About AI Explainability, statute law, case law, antivirus software

- AI and Warehouse/Workshop Model

  https://github.com/linpengcheng/PurefunctionPipelineDataflow#The-unification-with-classic-AI-and-modern-AI-technology
- Case: Lin Pengcheng Financial Analyser

  https://github.com/linpengcheng/fa
- (Chinese edition): Scientific research, software engineering, and Traditional Chinese Medicine https://github.com/linpengcheng/PurefunctionPipelineDataflow...
>> As far as I know, most of the work in AI explainability and interpretability—with the former applying to any system for which reasoning can be generated and the latter applying to “self-explainable” models that people can understand more or less on their own—is still about developing different techniques.

It's worth noting that expert systems, the dominant AI approach of the '80s and '90s, were perfectly capable of explaining the reasons for their decisions. For example, see chapter 4, "Explanation" in the free "Building Expert Systems in Prolog" ebook from Amzi Prolog that describes a "mechanism of explanation" that walks backwards through the decision process of the expert system studied:

https://www.amzi.com/distribution/files/xsip_book.pdf

In that sense, the dominant approach nowadays, that of deep neural nets, is a big step backwards: explaining a deep neural net's decisions is very hard.

To be a little critical, I think the article is trying to make a virtue out of necessity, or perhaps it's just sour grapes. Who cares about explanation, it's not a real problem, etc. Well, if modern AI was good at producing explanatiosn of its decisions, you can bet that it would be offered up as a great advantage of the current techniques. But because it's hard to do and the public, as expressed by the NIST draft document, are getting impatient about it, then we need to come up with excuses why no progress is been done.

This is more like a conceptual framework. Similar to apply social studies to learn about machine behavior.

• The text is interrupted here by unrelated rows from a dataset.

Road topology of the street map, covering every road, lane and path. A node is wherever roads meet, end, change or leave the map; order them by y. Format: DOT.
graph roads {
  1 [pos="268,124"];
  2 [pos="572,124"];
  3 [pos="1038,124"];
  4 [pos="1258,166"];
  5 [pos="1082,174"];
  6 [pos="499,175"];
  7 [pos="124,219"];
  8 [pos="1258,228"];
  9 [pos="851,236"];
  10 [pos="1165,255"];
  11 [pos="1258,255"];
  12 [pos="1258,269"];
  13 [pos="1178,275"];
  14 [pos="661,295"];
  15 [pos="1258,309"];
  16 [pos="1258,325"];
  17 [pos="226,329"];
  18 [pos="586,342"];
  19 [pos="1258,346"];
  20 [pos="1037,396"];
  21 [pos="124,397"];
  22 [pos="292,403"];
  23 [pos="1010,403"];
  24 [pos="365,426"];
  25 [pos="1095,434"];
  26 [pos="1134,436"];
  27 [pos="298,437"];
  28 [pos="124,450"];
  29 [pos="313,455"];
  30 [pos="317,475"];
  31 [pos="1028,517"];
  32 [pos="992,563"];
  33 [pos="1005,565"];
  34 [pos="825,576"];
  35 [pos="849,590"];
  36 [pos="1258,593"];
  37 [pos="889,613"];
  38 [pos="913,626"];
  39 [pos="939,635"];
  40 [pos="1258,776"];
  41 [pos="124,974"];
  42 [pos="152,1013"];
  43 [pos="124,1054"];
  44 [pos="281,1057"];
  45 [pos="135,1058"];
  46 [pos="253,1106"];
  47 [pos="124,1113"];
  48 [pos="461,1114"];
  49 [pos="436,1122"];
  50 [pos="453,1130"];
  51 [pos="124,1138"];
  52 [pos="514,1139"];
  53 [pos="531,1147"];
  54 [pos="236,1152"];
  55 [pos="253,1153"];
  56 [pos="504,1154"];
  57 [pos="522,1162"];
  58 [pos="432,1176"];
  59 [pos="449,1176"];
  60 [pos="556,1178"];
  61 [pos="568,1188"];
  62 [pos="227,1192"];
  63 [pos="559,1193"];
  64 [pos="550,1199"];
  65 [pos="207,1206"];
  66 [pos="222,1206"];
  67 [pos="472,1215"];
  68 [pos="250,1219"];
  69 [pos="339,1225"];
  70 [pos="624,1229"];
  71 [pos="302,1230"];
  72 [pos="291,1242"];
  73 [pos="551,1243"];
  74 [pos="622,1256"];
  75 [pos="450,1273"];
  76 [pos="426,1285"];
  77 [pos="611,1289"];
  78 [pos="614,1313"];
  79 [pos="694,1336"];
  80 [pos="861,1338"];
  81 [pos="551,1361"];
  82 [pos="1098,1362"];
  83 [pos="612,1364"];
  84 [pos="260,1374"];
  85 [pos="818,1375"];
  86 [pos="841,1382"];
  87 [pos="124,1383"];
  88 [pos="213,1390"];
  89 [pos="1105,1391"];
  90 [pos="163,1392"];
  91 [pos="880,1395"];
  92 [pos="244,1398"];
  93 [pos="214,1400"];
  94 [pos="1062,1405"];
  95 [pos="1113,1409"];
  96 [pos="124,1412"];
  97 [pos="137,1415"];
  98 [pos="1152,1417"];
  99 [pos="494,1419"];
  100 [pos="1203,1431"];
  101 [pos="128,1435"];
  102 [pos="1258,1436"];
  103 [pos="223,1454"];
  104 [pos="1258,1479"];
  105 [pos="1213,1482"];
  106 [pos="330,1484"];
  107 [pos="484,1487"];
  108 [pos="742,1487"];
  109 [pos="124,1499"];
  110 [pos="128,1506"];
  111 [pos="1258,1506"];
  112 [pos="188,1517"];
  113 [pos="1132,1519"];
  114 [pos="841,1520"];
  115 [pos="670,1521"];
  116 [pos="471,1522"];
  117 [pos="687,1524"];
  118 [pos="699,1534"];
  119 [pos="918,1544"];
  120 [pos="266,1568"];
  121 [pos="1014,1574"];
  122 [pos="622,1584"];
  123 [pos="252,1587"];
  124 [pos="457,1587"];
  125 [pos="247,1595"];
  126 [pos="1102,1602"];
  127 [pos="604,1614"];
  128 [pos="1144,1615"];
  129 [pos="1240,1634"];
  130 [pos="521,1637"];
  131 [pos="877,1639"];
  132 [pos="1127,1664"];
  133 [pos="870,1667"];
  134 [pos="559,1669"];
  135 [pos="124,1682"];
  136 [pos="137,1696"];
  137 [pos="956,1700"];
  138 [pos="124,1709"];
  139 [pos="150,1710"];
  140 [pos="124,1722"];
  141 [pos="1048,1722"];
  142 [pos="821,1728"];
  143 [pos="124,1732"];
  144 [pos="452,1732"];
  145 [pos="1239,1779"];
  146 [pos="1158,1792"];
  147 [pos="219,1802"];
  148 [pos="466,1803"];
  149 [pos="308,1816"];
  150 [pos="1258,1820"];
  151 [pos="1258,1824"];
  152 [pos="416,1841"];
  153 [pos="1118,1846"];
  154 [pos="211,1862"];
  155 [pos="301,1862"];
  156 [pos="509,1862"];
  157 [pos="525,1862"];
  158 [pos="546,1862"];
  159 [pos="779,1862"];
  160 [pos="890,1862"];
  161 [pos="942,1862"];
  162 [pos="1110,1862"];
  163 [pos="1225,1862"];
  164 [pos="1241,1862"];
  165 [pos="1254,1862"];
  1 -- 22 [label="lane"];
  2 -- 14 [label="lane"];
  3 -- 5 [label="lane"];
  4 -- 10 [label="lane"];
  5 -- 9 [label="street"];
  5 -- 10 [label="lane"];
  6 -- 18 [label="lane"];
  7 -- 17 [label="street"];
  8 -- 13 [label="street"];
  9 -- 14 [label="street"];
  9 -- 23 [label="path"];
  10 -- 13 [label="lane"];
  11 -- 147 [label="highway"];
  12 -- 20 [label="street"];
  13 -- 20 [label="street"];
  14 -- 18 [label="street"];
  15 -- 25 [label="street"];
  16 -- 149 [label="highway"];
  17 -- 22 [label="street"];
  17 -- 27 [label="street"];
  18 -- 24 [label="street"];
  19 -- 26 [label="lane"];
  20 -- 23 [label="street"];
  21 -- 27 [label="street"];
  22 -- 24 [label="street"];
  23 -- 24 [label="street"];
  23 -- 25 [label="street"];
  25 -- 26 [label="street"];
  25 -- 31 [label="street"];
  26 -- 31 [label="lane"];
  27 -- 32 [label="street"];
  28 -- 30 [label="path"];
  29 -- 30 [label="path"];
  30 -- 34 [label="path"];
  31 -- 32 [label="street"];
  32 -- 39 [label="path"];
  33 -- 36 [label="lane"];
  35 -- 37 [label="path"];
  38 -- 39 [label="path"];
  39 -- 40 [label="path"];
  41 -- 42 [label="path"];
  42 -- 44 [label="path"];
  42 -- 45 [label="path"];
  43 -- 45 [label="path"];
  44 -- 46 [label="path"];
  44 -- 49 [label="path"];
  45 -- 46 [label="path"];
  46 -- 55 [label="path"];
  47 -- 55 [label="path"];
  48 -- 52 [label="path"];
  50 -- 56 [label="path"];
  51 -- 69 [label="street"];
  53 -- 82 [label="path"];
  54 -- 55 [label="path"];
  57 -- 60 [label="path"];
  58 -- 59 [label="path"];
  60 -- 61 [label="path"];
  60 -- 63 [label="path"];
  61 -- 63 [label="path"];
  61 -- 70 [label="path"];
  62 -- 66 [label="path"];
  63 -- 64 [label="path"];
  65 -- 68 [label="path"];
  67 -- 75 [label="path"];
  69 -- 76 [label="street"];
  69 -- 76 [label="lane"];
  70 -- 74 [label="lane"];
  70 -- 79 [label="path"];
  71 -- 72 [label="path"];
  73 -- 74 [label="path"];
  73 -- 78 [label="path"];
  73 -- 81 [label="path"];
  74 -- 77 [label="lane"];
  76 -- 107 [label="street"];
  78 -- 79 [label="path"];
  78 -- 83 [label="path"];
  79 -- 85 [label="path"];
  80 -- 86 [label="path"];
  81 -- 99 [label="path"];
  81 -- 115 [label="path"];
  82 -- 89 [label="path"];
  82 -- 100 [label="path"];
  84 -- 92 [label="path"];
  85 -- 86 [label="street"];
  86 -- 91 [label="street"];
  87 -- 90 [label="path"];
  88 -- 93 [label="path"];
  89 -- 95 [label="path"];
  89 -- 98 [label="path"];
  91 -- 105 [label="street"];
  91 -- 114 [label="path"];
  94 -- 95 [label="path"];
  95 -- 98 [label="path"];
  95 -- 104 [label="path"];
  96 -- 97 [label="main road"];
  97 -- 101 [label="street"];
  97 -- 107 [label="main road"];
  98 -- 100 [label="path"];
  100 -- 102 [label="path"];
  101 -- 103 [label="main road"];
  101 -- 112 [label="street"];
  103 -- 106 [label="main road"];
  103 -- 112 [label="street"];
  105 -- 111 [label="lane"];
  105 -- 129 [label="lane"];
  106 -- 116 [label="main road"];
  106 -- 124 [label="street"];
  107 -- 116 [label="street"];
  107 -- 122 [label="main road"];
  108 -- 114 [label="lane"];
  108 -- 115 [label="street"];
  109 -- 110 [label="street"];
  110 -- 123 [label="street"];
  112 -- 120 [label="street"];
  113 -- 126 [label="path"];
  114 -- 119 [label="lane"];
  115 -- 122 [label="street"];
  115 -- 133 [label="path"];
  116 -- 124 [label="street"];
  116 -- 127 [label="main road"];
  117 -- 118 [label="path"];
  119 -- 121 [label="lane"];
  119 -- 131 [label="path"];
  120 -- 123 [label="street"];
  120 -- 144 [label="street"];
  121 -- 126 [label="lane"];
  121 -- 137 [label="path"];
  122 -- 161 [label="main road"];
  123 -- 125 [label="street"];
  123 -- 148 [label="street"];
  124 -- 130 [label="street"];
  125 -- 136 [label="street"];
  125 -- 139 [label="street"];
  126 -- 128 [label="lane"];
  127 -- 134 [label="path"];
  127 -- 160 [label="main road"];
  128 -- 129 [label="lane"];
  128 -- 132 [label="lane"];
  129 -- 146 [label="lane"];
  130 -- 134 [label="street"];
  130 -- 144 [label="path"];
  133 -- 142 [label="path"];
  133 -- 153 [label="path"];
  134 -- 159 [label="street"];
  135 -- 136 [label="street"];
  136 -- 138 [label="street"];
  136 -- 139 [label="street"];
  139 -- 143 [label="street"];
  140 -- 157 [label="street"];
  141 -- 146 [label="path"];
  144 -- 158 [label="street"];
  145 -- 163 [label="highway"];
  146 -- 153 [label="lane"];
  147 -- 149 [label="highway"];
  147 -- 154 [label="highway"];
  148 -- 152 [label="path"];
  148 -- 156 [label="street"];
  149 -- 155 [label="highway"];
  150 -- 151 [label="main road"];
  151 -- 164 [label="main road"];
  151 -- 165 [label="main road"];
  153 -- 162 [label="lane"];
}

In this case, it's a fancy AI. This appears to me as a waste of time to kill the wrong problem.
An explainable AI system must be constructed in the following way to achieve the best results.

- The rule-based AI expert system is used as the logical reasoning framework, and the rule base (statute law) is used as the basis for interpretation.

- The dynamic rules (case law) generated by machine learning run in the rule-based AI expert system.

- Dynamic rules (case law) generated by machine learning cannot violate the rule base (statutory law).

- If the dynamic rules (case law) generated by machine learning conflict with the rule base (statute law), the system must archive it and submit it to humans to decide whether to modify the rule base (statute law) and whether to adopt dynamic rules (case law).